I received my negative result around 4 p.m. and I promptly took a long stroll around my verdant and quaint Vermont home. Freshman were hanging around campus in circles playing icebreaker games and recent arrivals like me wandered around with cheerful aimlessness.
It was so hard to recognize people, even my best friends. I realized that everyone on campus will have to become one of two people: the person who says hi to everyone they might recognize to avoid the risk of being rude, or the person who only says hi to people they are sure they know to avoid the risk of awkwardly greeting a stranger. I think I am the former.
I met up with two friends of mine and we grabbed dinner, which was prepackaged take-out from the dining hall. There was a meat and a veggie entree, and prepackaged cereal, cake, and pasta on the side. We have been assigned dining halls and dining hours based upon last name.
Tents and Adirondack chairs had been spread around campus and, for the brief period of pleasant fall weather we get here in Middlebury, eating outside will be a nice change.
Middlebury’s arrival process relies on a pre-arrival quarantine, a day zero test with a quarantine, and a day seven retest of everyone. Until day seven test results have come back, we are allowed to leave our rooms but confined to a campus-quarantine.
Until campus-quarantine is lifted and we enter what is called “phase two,” we cannot use school buildings like the library and the gym and we are not allowed in residence halls that are not our own.
As a senior, I am keenly aware of how much I have to lose. One thing I want people to understand about a lot of college students, especially upper-classmen, is that we are all still processing grief.
I don’t subscribe to the myth that these are the “best days of my life,” but I still feel the sting of missing the experiences that I felt the investment of time and money in college promised me. This includes everything from in-person classes to club sports, to sharing greasy, late-night fries with friends, and, yes, parties.
A few small parties of freshman have already been broken up.
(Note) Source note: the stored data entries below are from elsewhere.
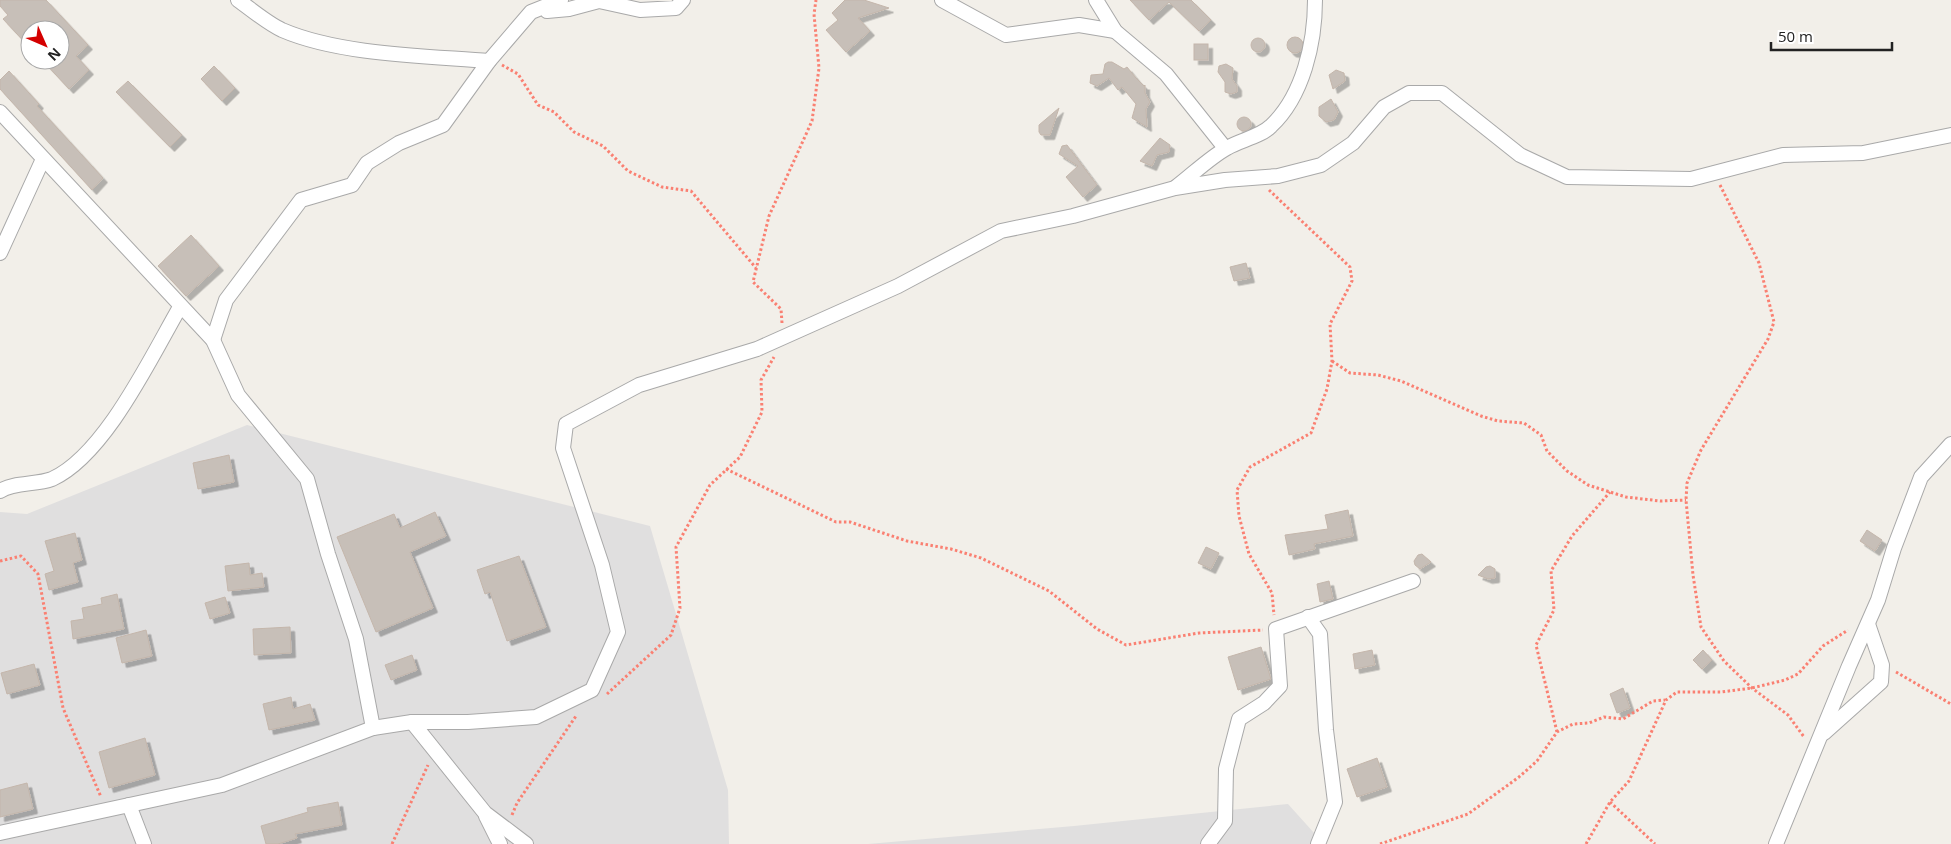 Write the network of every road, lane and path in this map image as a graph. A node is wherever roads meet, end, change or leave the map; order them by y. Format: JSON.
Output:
{"nodes":[{"id":1,"x":238,"y":0,"type":"edge"},
{"id":2,"x":561,"y":0,"type":"edge"},
{"id":3,"x":642,"y":0,"type":"edge"},
{"id":4,"x":683,"y":0,"type":"edge"},
{"id":5,"x":816,"y":0,"type":"edge"},
{"id":6,"x":942,"y":0,"type":"edge"},
{"id":7,"x":1096,"y":0,"type":"edge"},
{"id":8,"x":1315,"y":0,"type":"edge"},
{"id":9,"x":533,"y":6,"type":"edge"},
{"id":10,"x":652,"y":10,"type":"junction"},
{"id":11,"x":1115,"y":31,"type":"junction"},
{"id":12,"x":489,"y":61,"type":"junction"},
{"id":13,"x":0,"y":112,"type":"edge"},
{"id":14,"x":1951,"y":135,"type":"edge"},
{"id":15,"x":1226,"y":148,"type":"junction"},
{"id":16,"x":43,"y":160,"type":"junction"},
{"id":17,"x":1715,"y":173,"type":"junction"},
{"id":18,"x":1255,"y":178,"type":"junction"},
{"id":19,"x":1175,"y":188,"type":"junction"},
{"id":20,"x":0,"y":253,"type":"edge"},
{"id":21,"x":756,"y":269,"type":"junction"},
{"id":22,"x":180,"y":307,"type":"junction"},
{"id":23,"x":783,"y":337,"type":"junction"},
{"id":24,"x":213,"y":340,"type":"junction"},
{"id":25,"x":1332,"y":361,"type":"junction"},
{"id":26,"x":1951,"y":444,"type":"edge"},
{"id":27,"x":726,"y":469,"type":"junction"},
{"id":28,"x":0,"y":491,"type":"edge"},
{"id":29,"x":1610,"y":492,"type":"junction"},
{"id":30,"x":1686,"y":500,"type":"junction"},
{"id":31,"x":0,"y":561,"type":"edge"},
{"id":32,"x":1413,"y":581,"type":"dead end"},
{"id":33,"x":1308,"y":617,"type":"junction"},
{"id":34,"x":1868,"y":624,"type":"junction"},
{"id":35,"x":1276,"y":629,"type":"junction"},
{"id":36,"x":1882,"y":665,"type":"junction"},
{"id":37,"x":1752,"y":688,"type":"junction"},
{"id":38,"x":602,"y":698,"type":"dead end"},
{"id":39,"x":1666,"y":700,"type":"junction"},
{"id":40,"x":1951,"y":704,"type":"edge"},
{"id":41,"x":581,"y":713,"type":"dead end"},
{"id":42,"x":412,"y":722,"type":"junction"},
{"id":43,"x":373,"y":728,"type":"junction"},
{"id":44,"x":1557,"y":732,"type":"junction"},
{"id":45,"x":1822,"y":734,"type":"junction"},
{"id":46,"x":1804,"y":746,"type":"dead end"},
{"id":47,"x":434,"y":751,"type":"junction"},
{"id":48,"x":1610,"y":802,"type":"junction"},
{"id":49,"x":129,"y":805,"type":"junction"},
{"id":50,"x":106,"y":810,"type":"junction"},
{"id":51,"x":485,"y":814,"type":"junction"},
{"id":52,"x":506,"y":828,"type":"junction"},
{"id":53,"x":0,"y":833,"type":"edge"},
{"id":54,"x":144,"y":844,"type":"edge"},
{"id":55,"x":392,"y":844,"type":"edge"},
{"id":56,"x":500,"y":844,"type":"edge"},
{"id":57,"x":526,"y":844,"type":"edge"},
{"id":58,"x":1208,"y":844,"type":"edge"},
{"id":59,"x":1318,"y":844,"type":"edge"},
{"id":60,"x":1380,"y":844,"type":"edge"},
{"id":61,"x":1586,"y":844,"type":"edge"},
{"id":62,"x":1655,"y":844,"type":"edge"},
{"id":63,"x":1776,"y":844,"type":"edge"}],
"edges":[{"from":1,"to":12,"type":"street"},
{"from":2,"to":9,"type":"street"},
{"from":3,"to":10,"type":"street"},
{"from":4,"to":10,"type":"street"},
{"from":5,"to":21,"type":"path"},
{"from":6,"to":11,"type":"street"},
{"from":7,"to":11,"type":"street"},
{"from":8,"to":15,"type":"street"},
{"from":9,"to":10,"type":"street"},
{"from":9,"to":12,"type":"street"},
{"from":11,"to":15,"type":"street"},
{"from":12,"to":21,"type":"path"},
{"from":12,"to":24,"type":"street"},
{"from":13,"to":16,"type":"street"},
{"from":14,"to":17,"type":"street"},
{"from":15,"to":19,"type":"street"},
{"from":16,"to":20,"type":"street"},
{"from":16,"to":22,"type":"street"},
{"from":17,"to":18,"type":"street"},
{"from":17,"to":30,"type":"path"},
{"from":18,"to":19,"type":"street"},
{"from":18,"to":25,"type":"path"},
{"from":19,"to":23,"type":"street"},
{"from":21,"to":23,"type":"path"},
{"from":22,"to":24,"type":"street"},
{"from":22,"to":28,"type":"street"},
{"from":23,"to":27,"type":"path"},
{"from":23,"to":42,"type":"street"},
{"from":24,"to":43,"type":"street"},
{"from":25,"to":29,"type":"path"},
{"from":25,"to":35,"type":"path"},
{"from":26,"to":34,"type":"street"},
{"from":27,"to":35,"type":"path"},
{"from":27,"to":38,"type":"path"},
{"from":29,"to":30,"type":"path"},
{"from":29,"to":44,"type":"path"},
{"from":30,"to":37,"type":"path"},
{"from":31,"to":50,"type":"path"},
{"from":32,"to":33,"type":"street"},
{"from":33,"to":35,"type":"street"},
{"from":33,"to":59,"type":"street"},
{"from":34,"to":36,"type":"street"},
{"from":34,"to":37,"type":"path"},
{"from":34,"to":45,"type":"street"},
{"from":35,"to":58,"type":"street"},
{"from":36,"to":40,"type":"path"},
{"from":36,"to":45,"type":"street"},
{"from":37,"to":39,"type":"path"},
{"from":37,"to":46,"type":"path"},
{"from":39,"to":44,"type":"path"},
{"from":39,"to":48,"type":"path"},
{"from":41,"to":52,"type":"path"},
{"from":42,"to":43,"type":"street"},
{"from":42,"to":47,"type":"street"},
{"from":43,"to":49,"type":"street"},
{"from":44,"to":60,"type":"path"},
{"from":45,"to":63,"type":"street"},
{"from":47,"to":51,"type":"street"},
{"from":47,"to":55,"type":"path"},
{"from":48,"to":61,"type":"path"},
{"from":48,"to":62,"type":"path"},
{"from":49,"to":50,"type":"street"},
{"from":49,"to":54,"type":"street"},
{"from":50,"to":53,"type":"street"},
{"from":51,"to":52,"type":"street"},
{"from":51,"to":56,"type":"street"},
{"from":52,"to":57,"type":"street"}]} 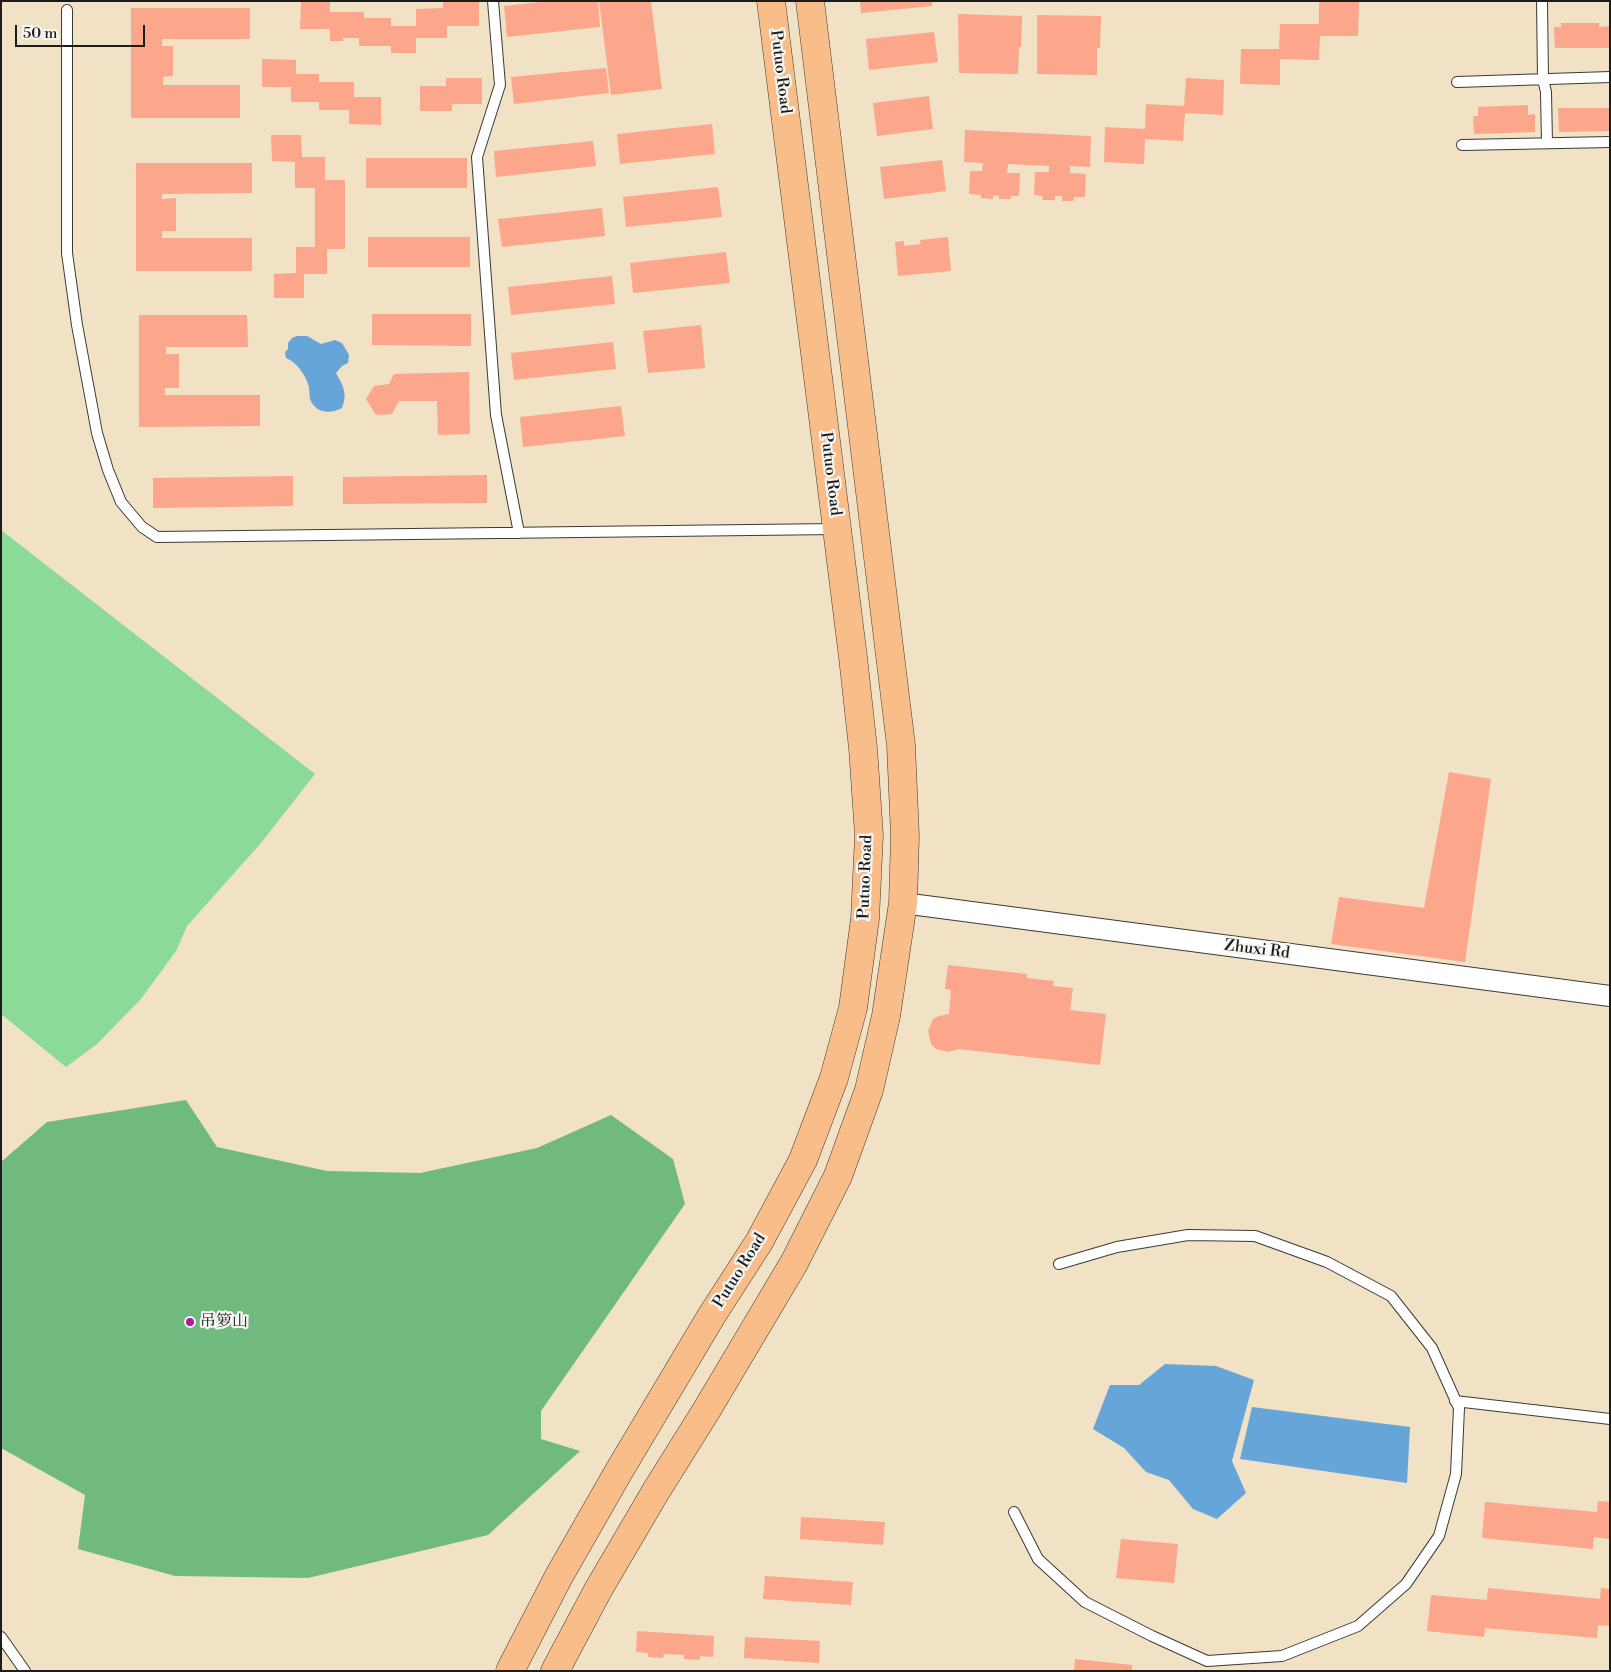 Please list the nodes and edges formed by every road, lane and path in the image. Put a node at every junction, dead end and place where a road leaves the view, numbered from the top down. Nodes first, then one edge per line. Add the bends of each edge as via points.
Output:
1 (494, 1) edge
2 (771, 1) edge
3 (810, 1) edge
4 (1542, 1) edge
5 (67, 10) dead end
6 (1610, 78) edge
7 (1543, 79) junction
8 (1457, 82) dead end
9 (1610, 142) edge
10 (1547, 143) junction
11 (1462, 145) dead end
12 (837, 529) junction
13 (519, 533) junction
14 (903, 903) junction
15 (1610, 996) edge
16 (1059, 1264) dead end
17 (1455, 1400) junction
18 (1610, 1419) edge
19 (1014, 1512) dead end
20 (1, 1637) edge
21 (1207, 1666) edge
22 (25, 1671) edge
23 (510, 1671) edge
24 (555, 1671) edge

1 - 13 lane via 500,84 477,157 496,415
2 - 12 main road, Putuo Road
3 - 14 main road via 901,745 905,836
4 - 7 lane
5 - 13 lane via 67,253 77,325 97,433 108,470 121,502 142,527 157,537
6 - 7 lane
7 - 8 lane
7 - 10 lane
9 - 10 lane
10 - 11 lane
12 - 13 lane
12 - 23 main road, Putuo Road via 863,748 869,835 865,919 853,1008 834,1078 803,1160 759,1242 624,1463
14 - 15 street, Zhuxi Rd
14 - 24 main road via 878,1053 838,1176 794,1263 598,1590
16 - 17 lane via 1117,1247 1188,1235 1255,1236 1327,1262 1391,1296 1432,1348
17 - 18 lane
17 - 21 lane via 1458,1408 1456,1474 1440,1536 1406,1584 1358,1626 1282,1656
19 - 21 lane via 1038,1558 1085,1602
20 - 22 lane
While my senior friends and I are frustrated that our younger peers do not seem to be taking the stakes of this effort seriously, we also deeply sympathize with them. We know that they feel the same grief and sense of loss that we do.
Things feel both surreal and suddenly normal again. Being away from this place so long was strange, and being back feels like my first taste of something resembling normalcy since March 13th. That normalcy, that feeling of living a life that I can recognize, makes me so grateful to be back, even if so much is different or missing.